> Your instructions: Using the entries that follow, state how many lines contain the word "pinky". The response is that number and nothing more.

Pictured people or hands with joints
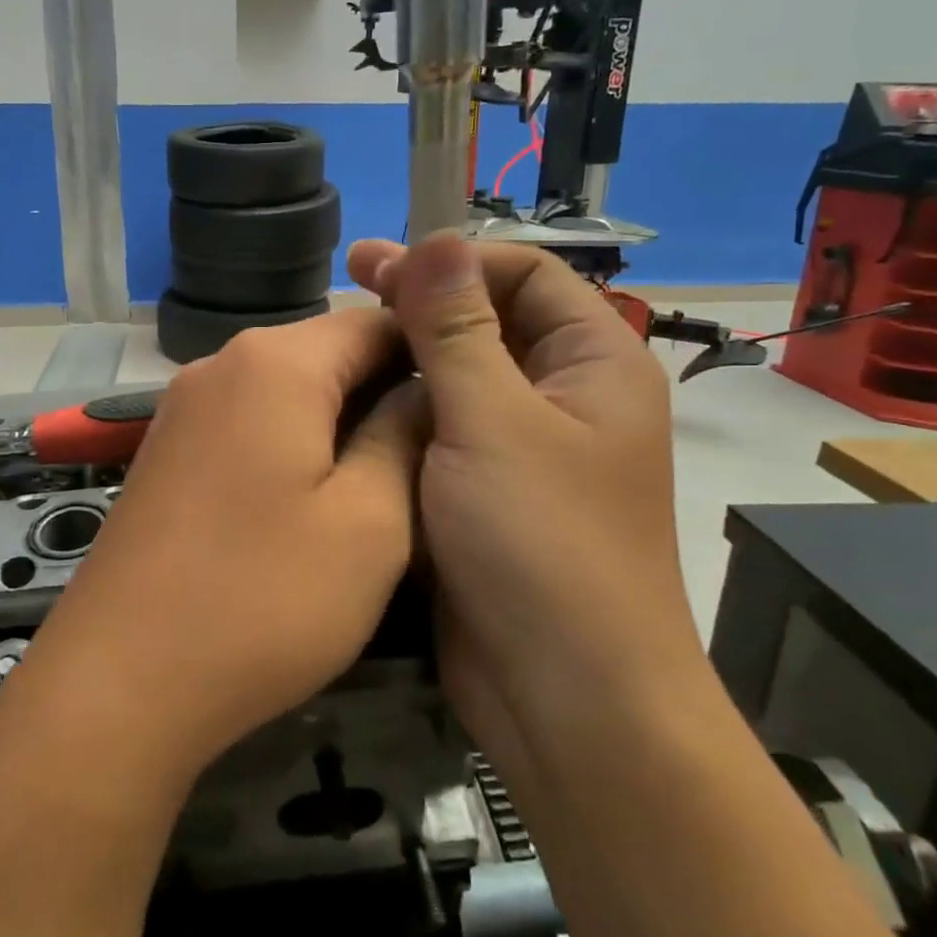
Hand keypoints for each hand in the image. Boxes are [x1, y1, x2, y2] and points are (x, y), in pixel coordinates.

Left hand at [5, 310, 426, 786]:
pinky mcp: (166, 449)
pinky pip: (248, 421)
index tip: (468, 404)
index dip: (429, 353)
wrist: (120, 677)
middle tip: (433, 454)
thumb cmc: (262, 598)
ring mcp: (184, 406)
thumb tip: (422, 392)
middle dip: (384, 390)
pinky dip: (290, 442)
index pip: (373, 319)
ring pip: (287, 389)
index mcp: (275, 361)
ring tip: (382, 481)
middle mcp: (221, 363)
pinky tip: (311, 498)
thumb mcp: (369, 523)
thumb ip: (403, 439)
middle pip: (326, 352)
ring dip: (338, 421)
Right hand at [346, 232, 706, 757]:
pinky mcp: (486, 490)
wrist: (564, 696)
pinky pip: (445, 426)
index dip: (455, 259)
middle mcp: (565, 396)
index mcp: (593, 364)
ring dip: (410, 351)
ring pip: (462, 374)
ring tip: (344, 338)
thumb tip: (435, 239)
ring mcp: (524, 446)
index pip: (526, 273)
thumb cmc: (541, 544)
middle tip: (350, 280)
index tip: (379, 265)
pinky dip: (406, 406)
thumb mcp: (492, 421)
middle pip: (491, 320)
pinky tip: (357, 400)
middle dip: (424, 299)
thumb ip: (457, 329)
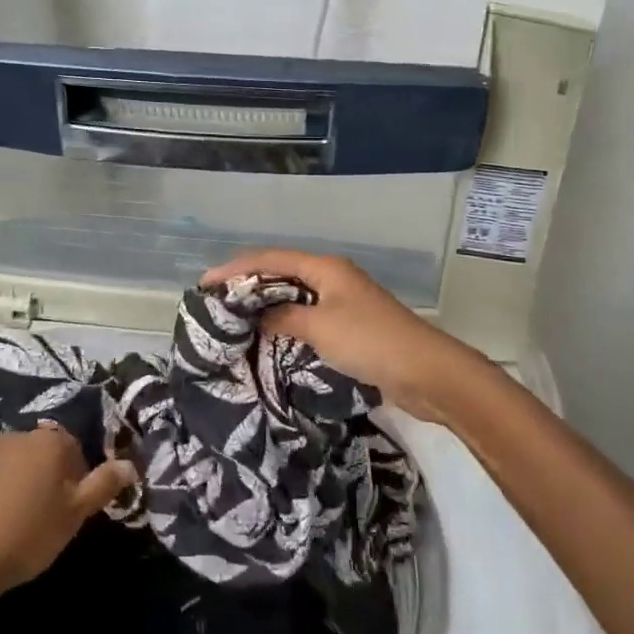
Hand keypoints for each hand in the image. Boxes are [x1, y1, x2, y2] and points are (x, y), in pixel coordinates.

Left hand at [0, 426, 136, 606]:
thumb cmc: (26, 536)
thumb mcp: (74, 516)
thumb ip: (103, 485)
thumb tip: (130, 463)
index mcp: (50, 442)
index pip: (74, 447)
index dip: (78, 474)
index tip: (74, 504)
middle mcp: (18, 435)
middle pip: (41, 447)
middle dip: (46, 470)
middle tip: (46, 508)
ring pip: (8, 453)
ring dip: (15, 471)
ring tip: (14, 509)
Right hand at [201, 249, 488, 422]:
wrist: (428, 373)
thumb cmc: (371, 342)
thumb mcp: (320, 328)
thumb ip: (284, 318)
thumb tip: (257, 316)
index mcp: (325, 268)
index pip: (270, 259)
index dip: (236, 268)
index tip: (205, 284)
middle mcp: (332, 278)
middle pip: (282, 273)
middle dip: (249, 284)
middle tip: (216, 302)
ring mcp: (343, 301)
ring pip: (295, 296)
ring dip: (267, 304)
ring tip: (236, 319)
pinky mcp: (350, 326)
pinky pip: (308, 316)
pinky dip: (286, 322)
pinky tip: (270, 337)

> Response to this exercise: 12